[Start of section]
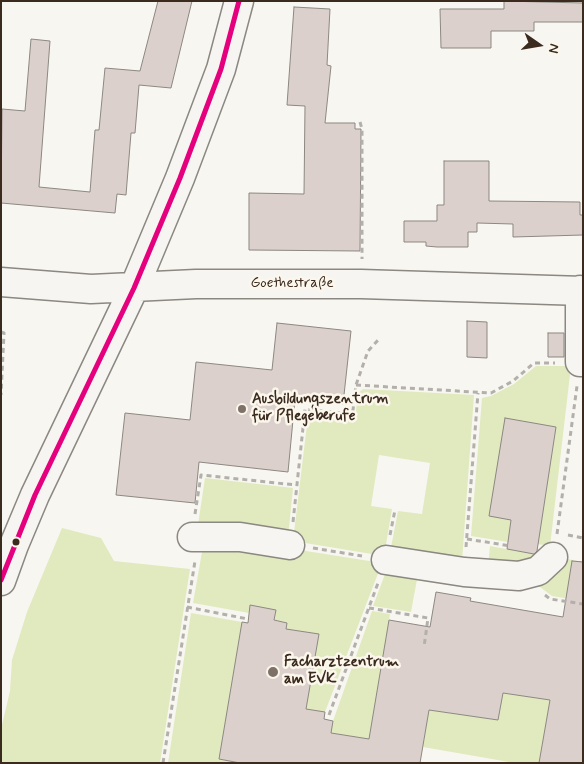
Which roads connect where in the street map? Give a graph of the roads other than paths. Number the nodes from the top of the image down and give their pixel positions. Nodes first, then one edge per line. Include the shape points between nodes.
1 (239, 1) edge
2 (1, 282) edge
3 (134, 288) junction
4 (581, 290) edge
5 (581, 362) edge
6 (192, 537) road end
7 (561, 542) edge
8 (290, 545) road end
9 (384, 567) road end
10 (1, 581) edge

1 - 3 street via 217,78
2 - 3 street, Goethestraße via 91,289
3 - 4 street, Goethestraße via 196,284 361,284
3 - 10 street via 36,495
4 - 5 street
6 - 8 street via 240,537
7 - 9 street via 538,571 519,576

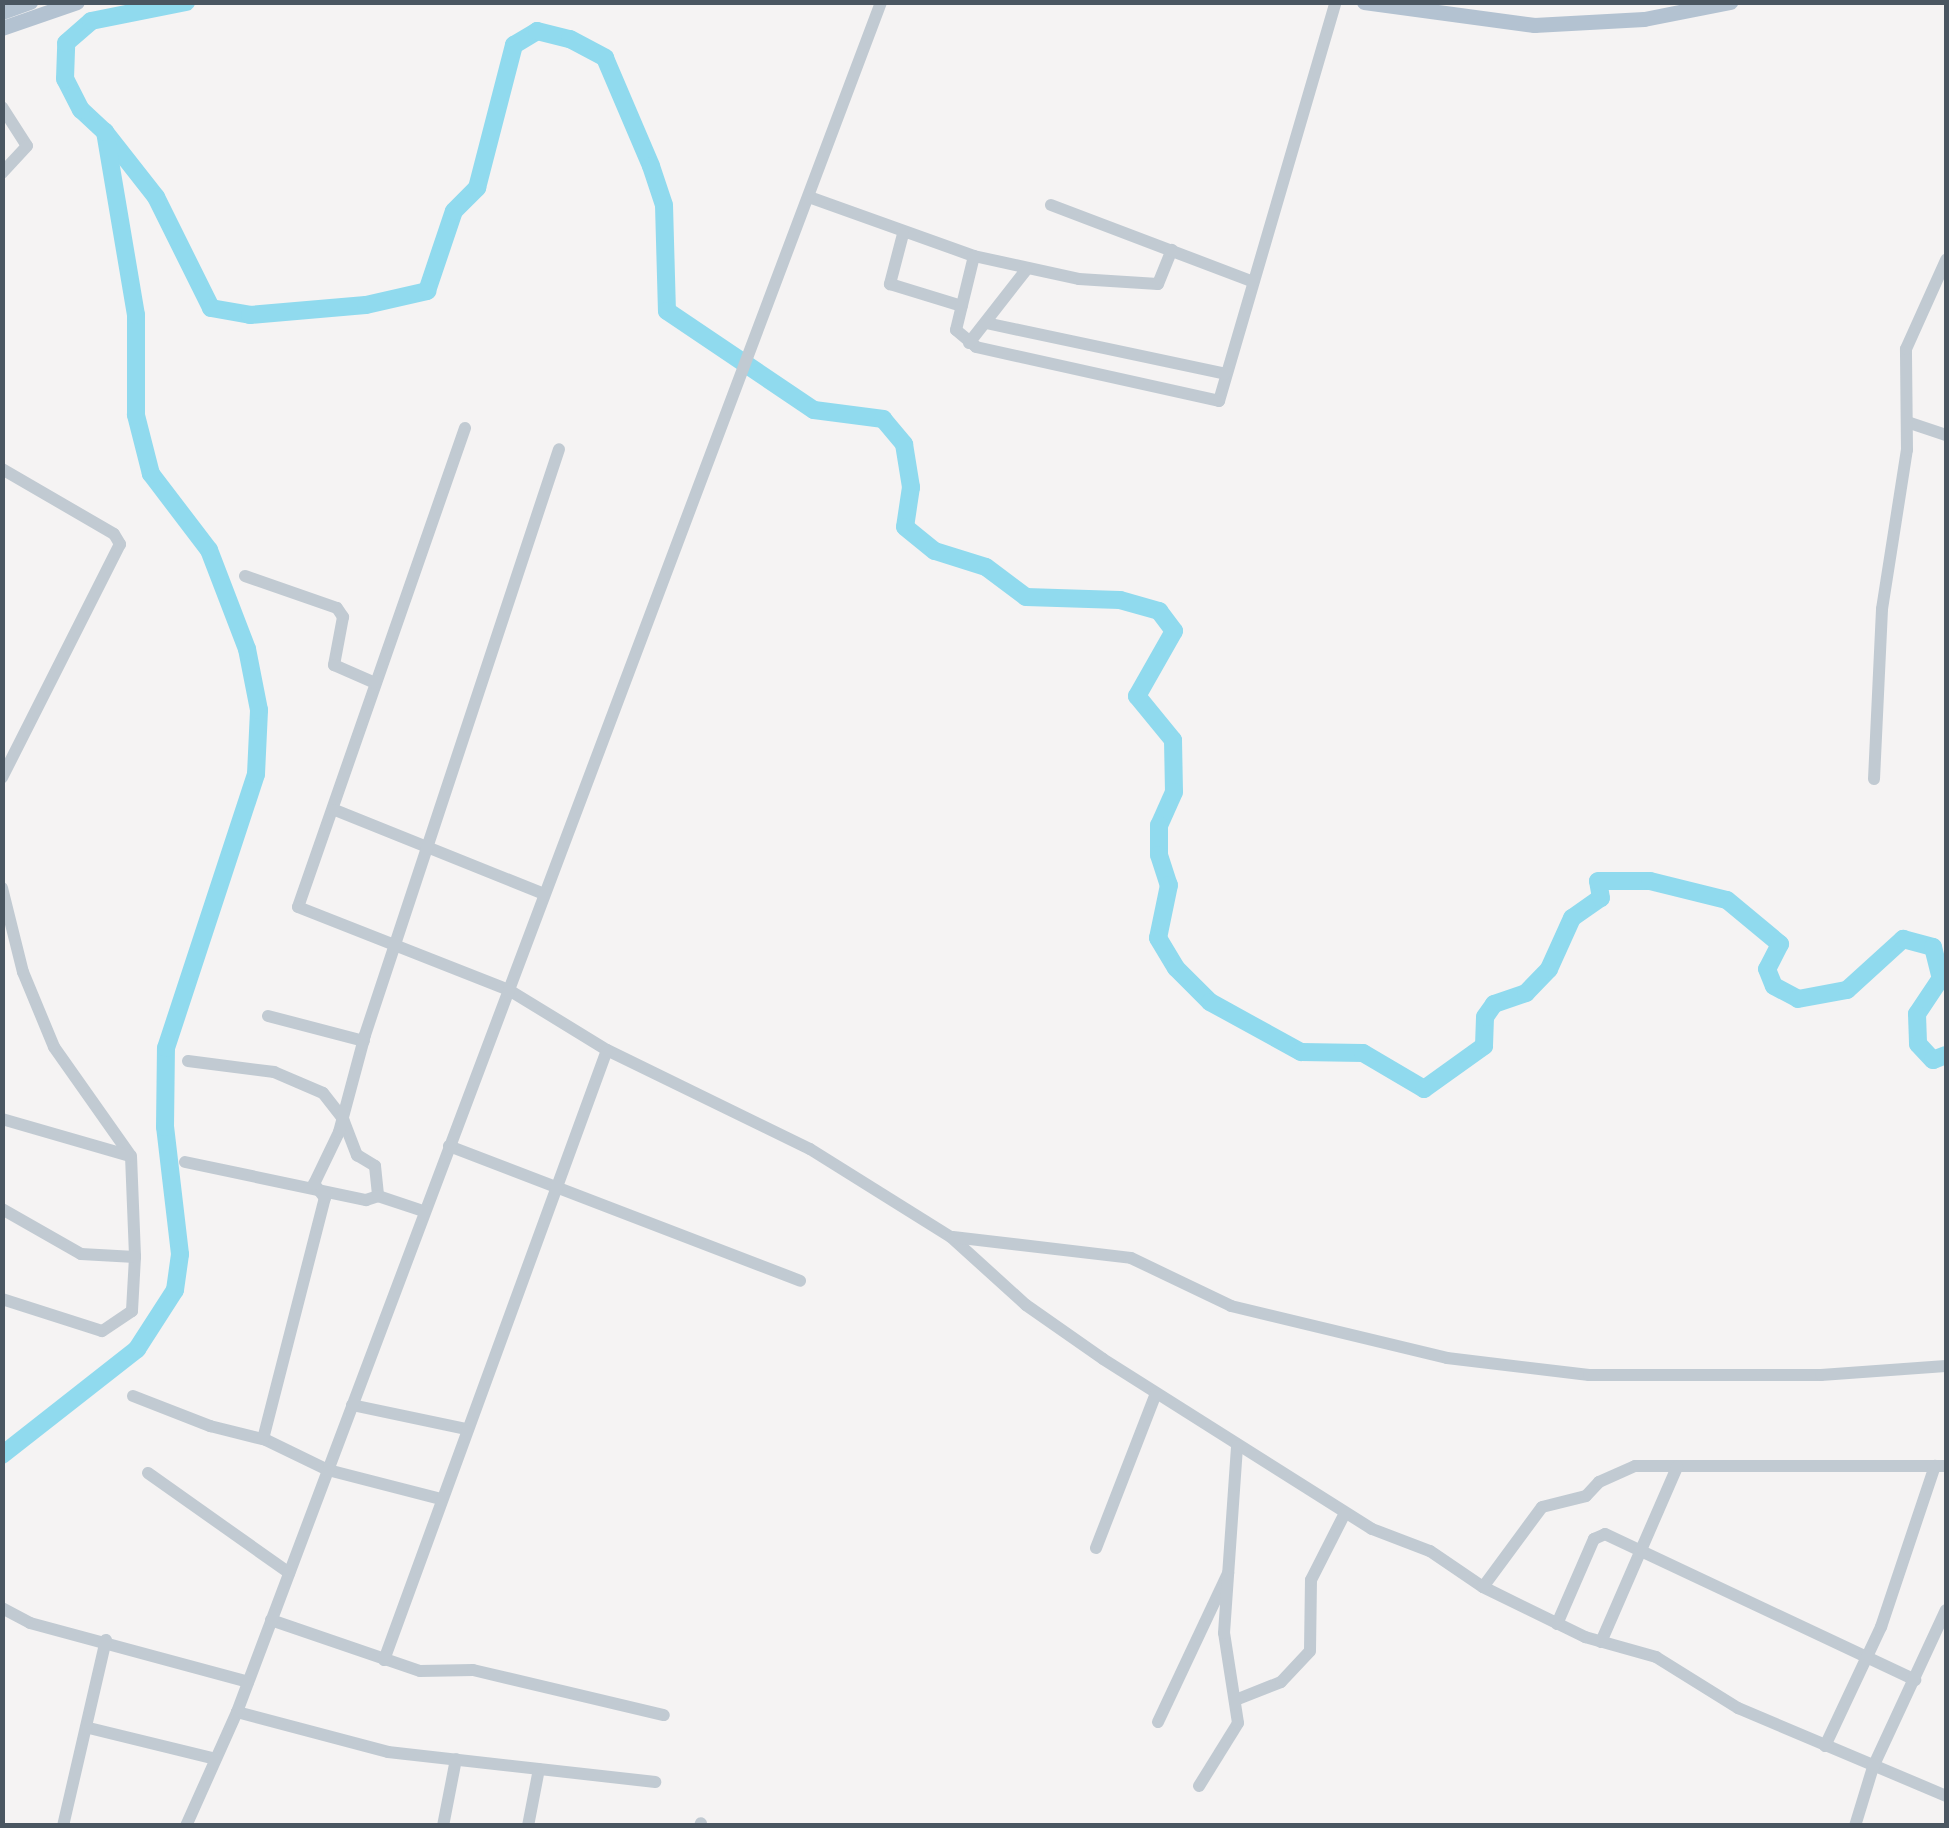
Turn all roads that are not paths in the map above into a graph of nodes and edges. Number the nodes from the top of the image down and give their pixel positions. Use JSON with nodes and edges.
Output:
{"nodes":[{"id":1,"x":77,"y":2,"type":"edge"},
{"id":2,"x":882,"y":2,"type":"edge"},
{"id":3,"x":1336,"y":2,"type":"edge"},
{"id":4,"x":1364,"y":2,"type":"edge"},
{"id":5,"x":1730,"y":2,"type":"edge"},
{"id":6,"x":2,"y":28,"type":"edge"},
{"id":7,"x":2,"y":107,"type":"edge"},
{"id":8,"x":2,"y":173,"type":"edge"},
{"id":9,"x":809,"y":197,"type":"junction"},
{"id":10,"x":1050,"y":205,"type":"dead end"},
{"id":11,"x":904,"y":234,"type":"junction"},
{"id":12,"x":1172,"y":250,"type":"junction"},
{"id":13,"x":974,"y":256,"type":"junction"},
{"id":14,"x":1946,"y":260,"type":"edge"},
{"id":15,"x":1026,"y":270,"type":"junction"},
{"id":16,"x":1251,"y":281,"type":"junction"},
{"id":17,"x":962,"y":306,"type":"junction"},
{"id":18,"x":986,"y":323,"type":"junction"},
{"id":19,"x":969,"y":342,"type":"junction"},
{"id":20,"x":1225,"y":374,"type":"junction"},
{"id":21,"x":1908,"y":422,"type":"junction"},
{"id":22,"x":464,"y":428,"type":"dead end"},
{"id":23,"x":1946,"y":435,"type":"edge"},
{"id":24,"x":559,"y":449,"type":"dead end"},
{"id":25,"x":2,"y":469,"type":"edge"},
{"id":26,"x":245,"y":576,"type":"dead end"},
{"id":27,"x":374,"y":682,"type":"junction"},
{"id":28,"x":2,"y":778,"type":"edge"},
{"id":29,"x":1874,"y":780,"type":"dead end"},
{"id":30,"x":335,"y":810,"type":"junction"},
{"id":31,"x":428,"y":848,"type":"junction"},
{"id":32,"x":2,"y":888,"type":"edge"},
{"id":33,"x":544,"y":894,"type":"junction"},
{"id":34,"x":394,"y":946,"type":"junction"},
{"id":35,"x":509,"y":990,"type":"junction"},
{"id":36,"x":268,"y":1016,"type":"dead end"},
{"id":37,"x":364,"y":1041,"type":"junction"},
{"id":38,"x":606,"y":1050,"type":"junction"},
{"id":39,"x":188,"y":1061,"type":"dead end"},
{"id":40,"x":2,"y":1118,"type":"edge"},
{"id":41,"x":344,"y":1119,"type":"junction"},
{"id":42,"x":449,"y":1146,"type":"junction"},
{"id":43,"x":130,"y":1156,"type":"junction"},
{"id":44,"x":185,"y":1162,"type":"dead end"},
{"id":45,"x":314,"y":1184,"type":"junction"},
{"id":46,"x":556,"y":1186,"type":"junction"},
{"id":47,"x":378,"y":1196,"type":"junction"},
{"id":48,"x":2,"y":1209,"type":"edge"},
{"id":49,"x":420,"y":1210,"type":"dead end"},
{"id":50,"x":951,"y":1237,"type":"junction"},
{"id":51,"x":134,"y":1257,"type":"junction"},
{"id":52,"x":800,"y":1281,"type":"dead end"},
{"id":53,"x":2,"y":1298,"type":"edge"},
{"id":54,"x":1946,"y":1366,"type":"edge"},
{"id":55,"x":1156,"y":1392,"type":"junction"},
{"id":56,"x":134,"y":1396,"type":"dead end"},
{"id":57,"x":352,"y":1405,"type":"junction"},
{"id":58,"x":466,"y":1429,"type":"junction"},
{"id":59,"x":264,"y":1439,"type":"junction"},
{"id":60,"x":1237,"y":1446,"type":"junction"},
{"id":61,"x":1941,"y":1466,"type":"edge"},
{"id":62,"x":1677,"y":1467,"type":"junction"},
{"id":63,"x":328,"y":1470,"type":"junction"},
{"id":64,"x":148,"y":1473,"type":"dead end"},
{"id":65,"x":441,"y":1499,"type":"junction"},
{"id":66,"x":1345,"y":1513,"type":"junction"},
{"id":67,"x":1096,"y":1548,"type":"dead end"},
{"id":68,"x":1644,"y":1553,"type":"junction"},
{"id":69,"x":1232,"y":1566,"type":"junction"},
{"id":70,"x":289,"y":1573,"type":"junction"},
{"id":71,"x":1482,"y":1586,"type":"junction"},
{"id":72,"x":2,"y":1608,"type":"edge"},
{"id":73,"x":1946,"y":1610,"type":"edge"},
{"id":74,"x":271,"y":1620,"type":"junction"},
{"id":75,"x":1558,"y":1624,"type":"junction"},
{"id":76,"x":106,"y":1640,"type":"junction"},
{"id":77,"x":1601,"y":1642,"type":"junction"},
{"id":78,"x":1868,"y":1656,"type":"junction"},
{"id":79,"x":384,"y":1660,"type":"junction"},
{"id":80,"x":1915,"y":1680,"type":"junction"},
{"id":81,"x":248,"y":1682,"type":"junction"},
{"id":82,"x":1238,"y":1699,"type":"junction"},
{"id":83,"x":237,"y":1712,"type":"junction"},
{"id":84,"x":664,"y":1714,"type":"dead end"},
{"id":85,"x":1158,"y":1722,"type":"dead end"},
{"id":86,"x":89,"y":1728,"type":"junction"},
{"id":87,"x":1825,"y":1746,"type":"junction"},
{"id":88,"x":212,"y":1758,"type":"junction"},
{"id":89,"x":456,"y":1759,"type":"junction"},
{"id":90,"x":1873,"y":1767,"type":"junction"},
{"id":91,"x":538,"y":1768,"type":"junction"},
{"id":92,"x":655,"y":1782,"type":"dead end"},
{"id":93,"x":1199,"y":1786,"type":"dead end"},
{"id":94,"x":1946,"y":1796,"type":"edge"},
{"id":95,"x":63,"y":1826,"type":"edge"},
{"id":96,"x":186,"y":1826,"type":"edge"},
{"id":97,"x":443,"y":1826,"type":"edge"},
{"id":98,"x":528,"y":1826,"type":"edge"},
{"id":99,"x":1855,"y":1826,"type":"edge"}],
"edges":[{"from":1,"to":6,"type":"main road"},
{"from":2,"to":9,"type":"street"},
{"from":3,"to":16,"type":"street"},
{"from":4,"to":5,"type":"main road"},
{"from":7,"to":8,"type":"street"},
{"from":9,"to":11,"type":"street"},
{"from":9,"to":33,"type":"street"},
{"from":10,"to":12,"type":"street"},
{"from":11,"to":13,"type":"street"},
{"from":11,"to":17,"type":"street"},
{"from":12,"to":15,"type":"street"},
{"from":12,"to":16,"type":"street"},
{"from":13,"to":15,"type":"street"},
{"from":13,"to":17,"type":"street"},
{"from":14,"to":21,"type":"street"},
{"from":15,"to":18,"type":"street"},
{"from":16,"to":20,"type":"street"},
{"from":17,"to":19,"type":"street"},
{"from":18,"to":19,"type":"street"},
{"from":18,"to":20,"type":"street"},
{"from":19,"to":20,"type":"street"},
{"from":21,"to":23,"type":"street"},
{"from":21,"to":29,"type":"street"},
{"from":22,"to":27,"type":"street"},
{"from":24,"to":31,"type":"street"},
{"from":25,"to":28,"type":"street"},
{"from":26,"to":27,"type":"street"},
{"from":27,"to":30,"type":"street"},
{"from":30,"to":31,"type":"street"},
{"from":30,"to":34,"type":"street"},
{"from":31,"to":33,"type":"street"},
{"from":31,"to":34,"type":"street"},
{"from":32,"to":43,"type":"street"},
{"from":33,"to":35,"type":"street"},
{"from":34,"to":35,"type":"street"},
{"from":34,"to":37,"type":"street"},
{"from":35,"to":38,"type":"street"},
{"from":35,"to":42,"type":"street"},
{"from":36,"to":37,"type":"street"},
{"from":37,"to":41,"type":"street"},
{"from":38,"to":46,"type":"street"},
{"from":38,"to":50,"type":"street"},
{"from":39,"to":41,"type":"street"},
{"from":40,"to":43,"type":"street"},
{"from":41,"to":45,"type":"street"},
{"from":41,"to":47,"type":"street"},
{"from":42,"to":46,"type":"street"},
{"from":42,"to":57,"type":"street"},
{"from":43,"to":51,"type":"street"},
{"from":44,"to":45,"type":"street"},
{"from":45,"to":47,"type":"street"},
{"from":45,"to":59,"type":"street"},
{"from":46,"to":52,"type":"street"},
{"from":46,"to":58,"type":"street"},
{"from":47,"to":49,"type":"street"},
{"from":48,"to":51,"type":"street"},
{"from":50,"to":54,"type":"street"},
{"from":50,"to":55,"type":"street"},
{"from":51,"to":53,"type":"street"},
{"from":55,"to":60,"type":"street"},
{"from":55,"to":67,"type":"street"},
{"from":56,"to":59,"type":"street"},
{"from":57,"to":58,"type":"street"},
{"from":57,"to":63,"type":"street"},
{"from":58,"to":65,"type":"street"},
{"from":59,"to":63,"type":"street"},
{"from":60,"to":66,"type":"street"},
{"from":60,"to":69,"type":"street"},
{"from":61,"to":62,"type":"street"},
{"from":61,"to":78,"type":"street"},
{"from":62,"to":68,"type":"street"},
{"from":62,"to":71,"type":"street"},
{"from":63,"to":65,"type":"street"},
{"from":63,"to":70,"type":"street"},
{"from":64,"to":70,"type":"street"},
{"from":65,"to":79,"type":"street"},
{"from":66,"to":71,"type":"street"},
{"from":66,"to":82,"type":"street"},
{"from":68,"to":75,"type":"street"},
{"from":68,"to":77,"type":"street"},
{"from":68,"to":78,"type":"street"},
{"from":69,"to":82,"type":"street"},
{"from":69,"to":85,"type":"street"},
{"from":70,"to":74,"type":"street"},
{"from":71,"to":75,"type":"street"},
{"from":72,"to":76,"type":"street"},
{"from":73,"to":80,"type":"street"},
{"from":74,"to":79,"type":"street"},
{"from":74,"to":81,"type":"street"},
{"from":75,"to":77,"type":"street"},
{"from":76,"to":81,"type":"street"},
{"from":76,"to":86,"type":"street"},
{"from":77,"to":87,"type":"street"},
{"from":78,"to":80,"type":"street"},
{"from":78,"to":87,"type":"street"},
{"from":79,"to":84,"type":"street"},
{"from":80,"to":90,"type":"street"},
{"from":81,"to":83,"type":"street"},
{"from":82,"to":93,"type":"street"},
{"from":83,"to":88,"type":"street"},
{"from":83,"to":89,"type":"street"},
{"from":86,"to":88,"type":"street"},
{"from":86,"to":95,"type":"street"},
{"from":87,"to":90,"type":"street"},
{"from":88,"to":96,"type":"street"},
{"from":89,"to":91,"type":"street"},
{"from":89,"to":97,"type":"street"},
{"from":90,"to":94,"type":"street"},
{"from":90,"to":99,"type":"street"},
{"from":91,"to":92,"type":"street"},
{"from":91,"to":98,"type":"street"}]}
[End of section]
Exercise objective
Return from the data every line that holds "down".

Response for this exercise
Which roads connect where in the street map? Give a graph of the roads other than paths. Number the nodes from the top of the image down and give their pixel positions. Nodes first, then one edge per line. Include the shape points between nodes.
Turn all roads that are not paths in the map above into a graph of nodes and edges. Number the nodes from the top of the image down and give their pixel positions. Use JSON with nodes and edges.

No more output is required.